Here are the realities of trading algorithms and trading automation:

1\. Approximately no one trades competently - let alone _profitably_ \-
outside of a trading firm. With very few exceptions the process of designing,
implementing, testing, deploying, monitoring and improving trading algorithms
is not a feasible job for a single person. This is aside from the problem of
data acquisition, engineering and processing. There _are_ people who
profitably trade on their own, but they're typically veterans of a trading
firm looking to grab a larger piece of the PnL on their own book. I don't know
why there is this persistent belief that a lone individual is going to be
automating trading competently - in the past I've compared this to thinking
you could singlehandedly develop and/or maintain half of DuckDuckGo.

2\. The firms which automate most of their trading - and this is increasingly
the default - know how to do it and know how to acquire the talent requisite
for maintaining that core competency. They like to keep things in-house where
possible. They are extraordinarily secretive and don't like depending on third
party infrastructure or tooling unless it's absolutely necessary. You are
probably not going to develop an ultra-sticky product like Bloomberg, Nanex or
kdb. A third party dependency that inserts itself into the risk management,
analysis or execution pipeline is a liability. Moreover the intense secrecy
means you will have difficulty talking to, or hearing from, employees of
actual firms.

3\. This is an incredibly crowded space to try and enter. Many companies have
popped up which market products to firms looking to automate some or all of
their process. They're typically not very successful in this effort for two
reasons. The first is what I already mentioned about secrecy among firms. But
just as importantly it's very difficult to develop a reliable trading process
by hand, let alone to automate it. The customers you want to work with are
savvy and most of the existing products are crap, so you'd need to have a very
strong product and a very compelling case for why yours is different and
useful.

To put this all together for you: by asking this question on Hacker News
you're strongly selecting for answers from people who almost certainly do not
trade professionally.

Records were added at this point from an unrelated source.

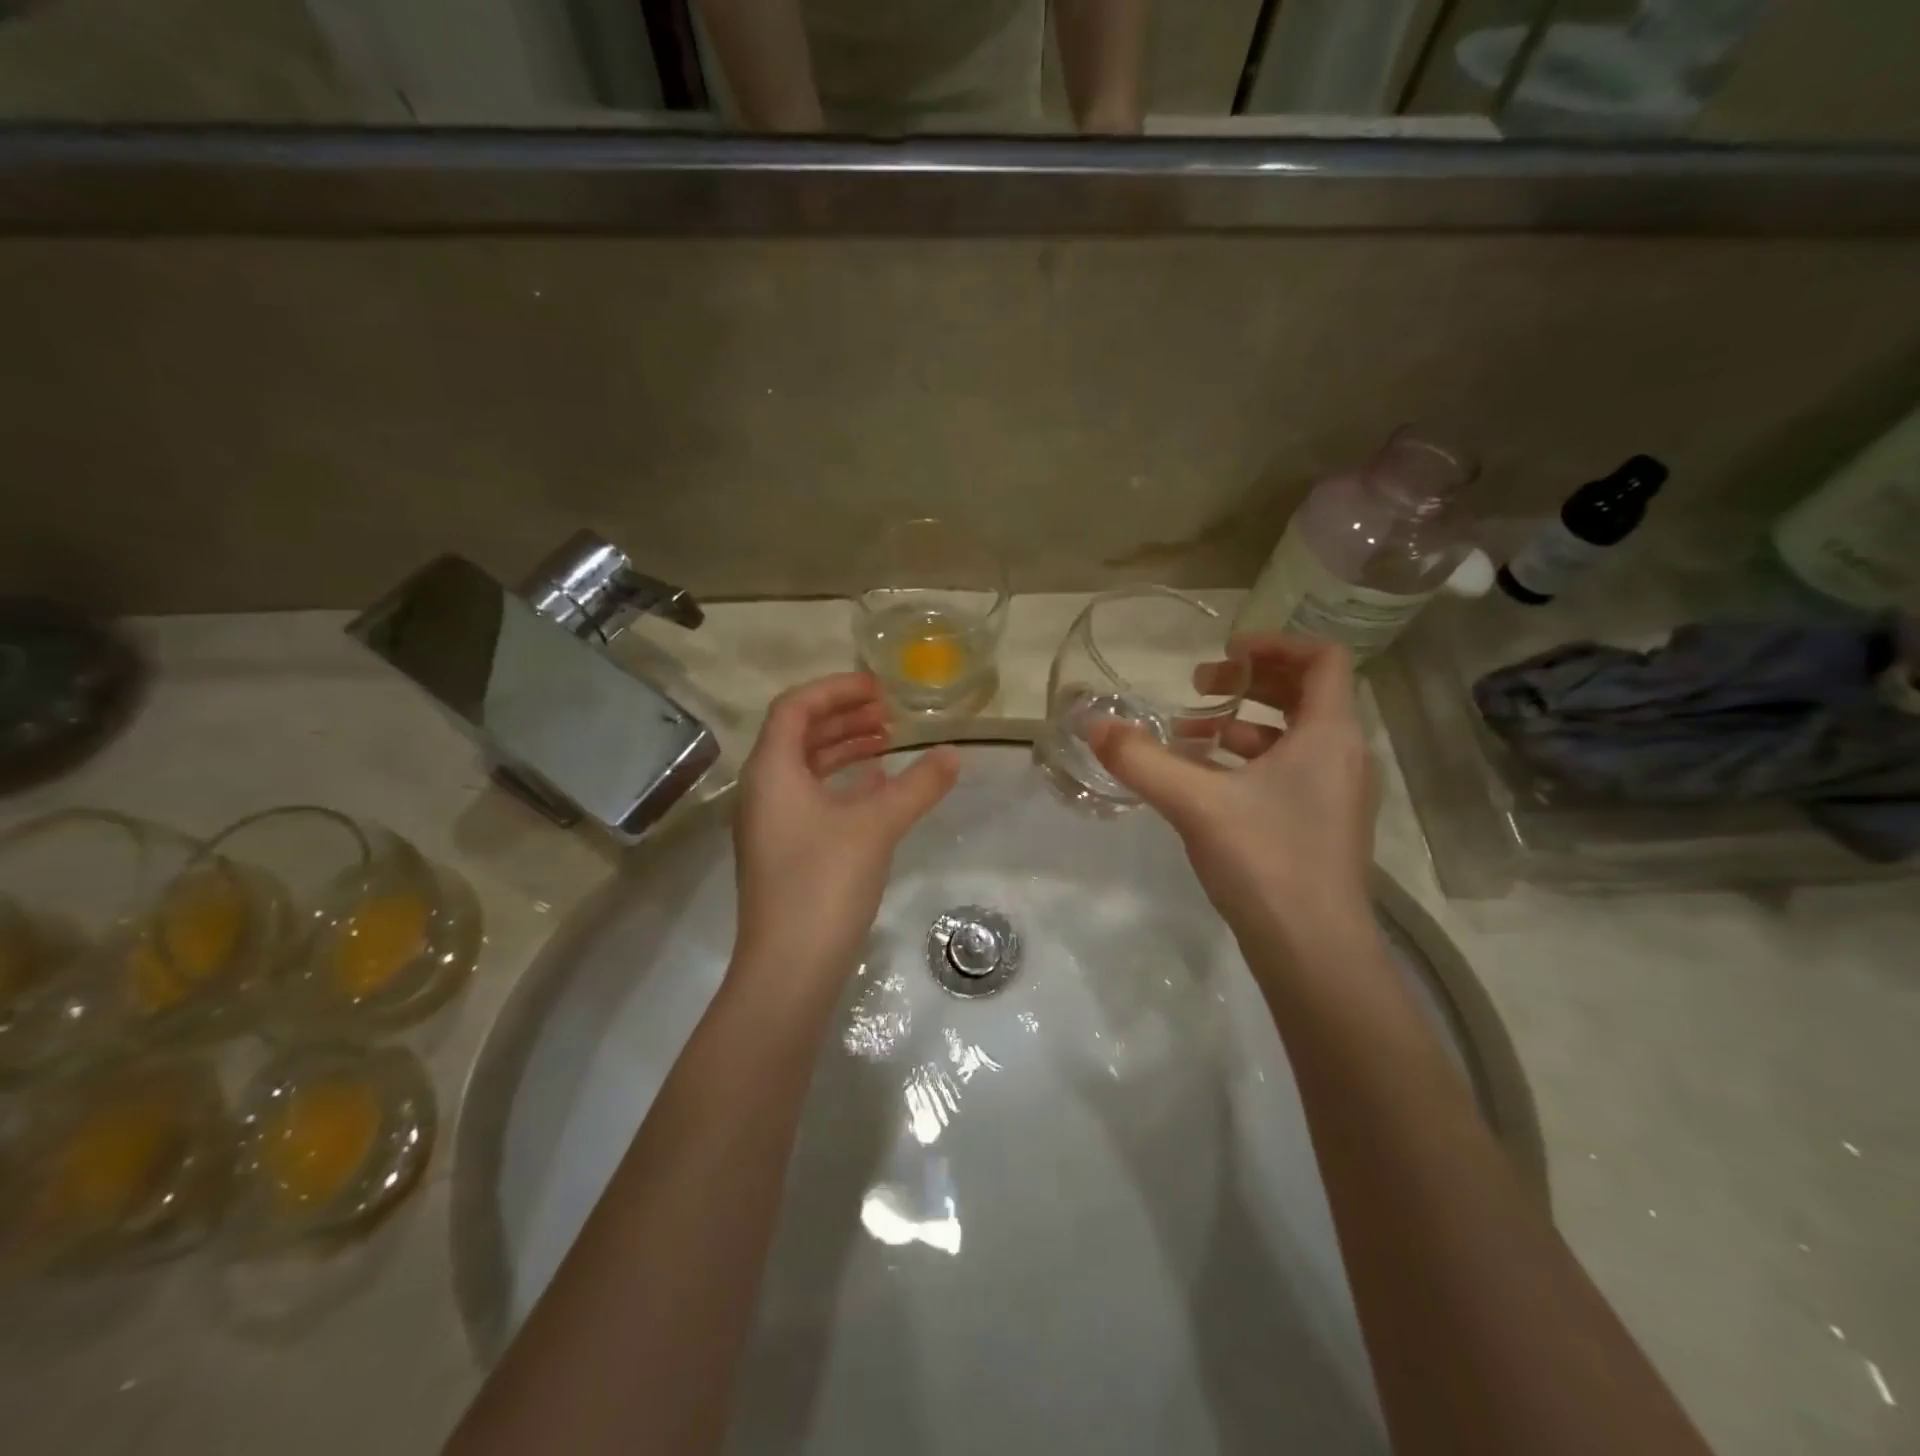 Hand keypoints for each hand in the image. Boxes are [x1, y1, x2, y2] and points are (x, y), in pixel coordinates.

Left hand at [730, 674, 958, 1005]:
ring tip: (887, 744)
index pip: (795, 707)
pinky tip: (876, 789)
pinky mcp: (782, 850)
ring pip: (805, 767)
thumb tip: (953, 754)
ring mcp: (770, 823)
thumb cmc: (825, 883)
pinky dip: (842, 783)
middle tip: (888, 713)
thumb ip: (917, 785)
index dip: (836, 690)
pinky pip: (810, 797)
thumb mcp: (877, 826)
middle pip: (799, 734)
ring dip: (844, 749)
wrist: (789, 967)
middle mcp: (762, 789)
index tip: (878, 689)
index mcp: (771, 770)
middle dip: (843, 717)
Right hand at [1091, 635, 1376, 958]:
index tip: (1225, 653)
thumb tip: (1091, 725)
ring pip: (1293, 737)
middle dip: (1250, 683)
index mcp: (1330, 734)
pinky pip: (1288, 772)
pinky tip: (1203, 783)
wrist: (1314, 952)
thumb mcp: (1194, 803)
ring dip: (1242, 726)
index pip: (1322, 659)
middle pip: (1306, 694)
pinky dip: (1248, 763)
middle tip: (1201, 686)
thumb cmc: (1266, 861)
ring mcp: (1338, 794)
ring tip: (1188, 737)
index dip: (1274, 645)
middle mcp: (1344, 756)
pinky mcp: (1323, 825)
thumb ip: (1140, 760)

If they believe they are competently and effectively
trading on their own without professional experience, it is most likely
because they have vast unknown unknowns and a limited definition of what
"automated trading" means (for example, they might think they're doing
automated trading because they use the Interactive Brokers API instead of
manually placing orders). You _can_ target that kind of crowd, but if you do
so you're entering the B2C cottage industry of (de facto) day trading
education, not the B2B industry of trading itself. Unless you're attempting to
build a fintech hypergrowth startup like Robinhood you _really_ don't want to
do this in a B2C capacity; then you're optimizing for customers who have both
limited money and limited experience they could use to get any _more_ money.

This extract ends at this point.